TASK INSTRUCTIONS
Could you copy, exactly as written, every line from the first line of the records through the one containing "I need the junctions"?

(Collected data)
******************************

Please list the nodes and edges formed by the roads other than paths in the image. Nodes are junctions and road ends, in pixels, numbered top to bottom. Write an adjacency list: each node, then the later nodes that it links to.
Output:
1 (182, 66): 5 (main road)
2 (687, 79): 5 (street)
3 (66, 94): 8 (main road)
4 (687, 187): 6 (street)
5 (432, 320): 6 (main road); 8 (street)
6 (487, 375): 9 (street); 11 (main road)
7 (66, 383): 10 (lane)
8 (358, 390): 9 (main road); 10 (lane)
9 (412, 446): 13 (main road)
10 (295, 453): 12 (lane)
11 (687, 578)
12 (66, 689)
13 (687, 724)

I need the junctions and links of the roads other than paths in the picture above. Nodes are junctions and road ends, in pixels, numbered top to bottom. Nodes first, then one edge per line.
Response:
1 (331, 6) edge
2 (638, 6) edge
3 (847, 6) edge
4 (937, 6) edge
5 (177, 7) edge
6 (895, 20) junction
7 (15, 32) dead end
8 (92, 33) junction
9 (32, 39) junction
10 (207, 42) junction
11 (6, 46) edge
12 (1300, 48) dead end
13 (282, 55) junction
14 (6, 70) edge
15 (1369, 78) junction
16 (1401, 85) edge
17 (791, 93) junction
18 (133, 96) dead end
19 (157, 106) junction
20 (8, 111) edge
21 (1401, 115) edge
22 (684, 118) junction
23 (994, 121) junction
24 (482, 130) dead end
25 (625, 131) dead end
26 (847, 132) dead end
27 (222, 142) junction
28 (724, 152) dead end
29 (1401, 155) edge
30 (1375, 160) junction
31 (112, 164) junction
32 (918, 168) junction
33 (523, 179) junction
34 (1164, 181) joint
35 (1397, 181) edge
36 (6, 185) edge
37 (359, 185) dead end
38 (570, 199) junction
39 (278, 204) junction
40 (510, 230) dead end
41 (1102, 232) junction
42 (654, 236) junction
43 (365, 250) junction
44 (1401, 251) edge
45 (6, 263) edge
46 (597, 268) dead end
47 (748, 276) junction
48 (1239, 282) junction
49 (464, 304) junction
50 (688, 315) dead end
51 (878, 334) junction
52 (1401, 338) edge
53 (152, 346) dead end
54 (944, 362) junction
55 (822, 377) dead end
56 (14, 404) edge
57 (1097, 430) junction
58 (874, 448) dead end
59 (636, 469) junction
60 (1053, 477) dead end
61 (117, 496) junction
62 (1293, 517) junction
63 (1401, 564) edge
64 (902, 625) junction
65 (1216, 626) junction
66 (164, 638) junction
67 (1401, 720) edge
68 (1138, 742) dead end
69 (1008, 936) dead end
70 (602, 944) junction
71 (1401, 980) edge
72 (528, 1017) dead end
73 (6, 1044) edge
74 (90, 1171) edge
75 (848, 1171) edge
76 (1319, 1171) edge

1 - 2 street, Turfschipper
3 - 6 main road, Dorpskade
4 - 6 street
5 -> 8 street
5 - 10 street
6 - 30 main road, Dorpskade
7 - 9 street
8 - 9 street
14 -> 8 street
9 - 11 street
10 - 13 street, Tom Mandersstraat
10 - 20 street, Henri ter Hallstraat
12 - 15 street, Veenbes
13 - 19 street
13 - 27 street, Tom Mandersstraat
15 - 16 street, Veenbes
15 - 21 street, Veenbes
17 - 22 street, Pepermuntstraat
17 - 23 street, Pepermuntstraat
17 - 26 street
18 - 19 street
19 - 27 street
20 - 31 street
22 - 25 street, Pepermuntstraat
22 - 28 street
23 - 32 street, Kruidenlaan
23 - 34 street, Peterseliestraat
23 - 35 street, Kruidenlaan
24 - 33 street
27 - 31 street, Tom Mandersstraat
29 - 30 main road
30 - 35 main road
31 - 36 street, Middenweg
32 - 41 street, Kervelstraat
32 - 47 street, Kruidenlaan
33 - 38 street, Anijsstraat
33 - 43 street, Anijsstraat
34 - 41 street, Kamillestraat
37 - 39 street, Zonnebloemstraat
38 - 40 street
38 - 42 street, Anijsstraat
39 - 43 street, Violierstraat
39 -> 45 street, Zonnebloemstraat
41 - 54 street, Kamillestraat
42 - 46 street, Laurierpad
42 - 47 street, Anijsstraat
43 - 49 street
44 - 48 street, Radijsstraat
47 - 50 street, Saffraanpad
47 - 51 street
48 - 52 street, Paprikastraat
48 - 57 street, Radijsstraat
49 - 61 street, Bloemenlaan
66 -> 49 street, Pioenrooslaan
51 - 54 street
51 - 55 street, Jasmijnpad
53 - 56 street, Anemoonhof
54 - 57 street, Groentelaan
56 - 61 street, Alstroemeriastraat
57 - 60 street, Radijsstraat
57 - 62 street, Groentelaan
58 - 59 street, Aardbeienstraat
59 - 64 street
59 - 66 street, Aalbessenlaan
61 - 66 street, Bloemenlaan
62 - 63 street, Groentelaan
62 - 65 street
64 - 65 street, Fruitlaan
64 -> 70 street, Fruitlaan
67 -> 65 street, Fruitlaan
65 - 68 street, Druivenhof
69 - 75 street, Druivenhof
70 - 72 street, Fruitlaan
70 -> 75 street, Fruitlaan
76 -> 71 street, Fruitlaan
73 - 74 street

******************************

THE COMPLETED TASK
Please list the nodes and edges formed by the roads other than paths in the image. Nodes are junctions and road ends, in pixels, numbered top to bottom. Write an adjacency list: each node, then the later nodes that it links to.
Output:
1 (182, 66): 5 (main road)
2 (687, 79): 5 (street)
3 (66, 94): 8 (main road)
4 (687, 187): 6 (street)
5 (432, 320): 6 (main road); 8 (street)
6 (487, 375): 9 (street); 11 (main road)
7 (66, 383): 10 (lane)
8 (358, 390): 9 (main road); 10 (lane)
9 (412, 446): 13 (main road)
10 (295, 453): 12 (lane)
11 (687, 578)
12 (66, 689)
13 (687, 724)

I need the junctions and links of the roads other than paths in the picture above. Nodes are junctions and road ends, in pixels, numbered top to bottom. Nodes first, then one edge per line.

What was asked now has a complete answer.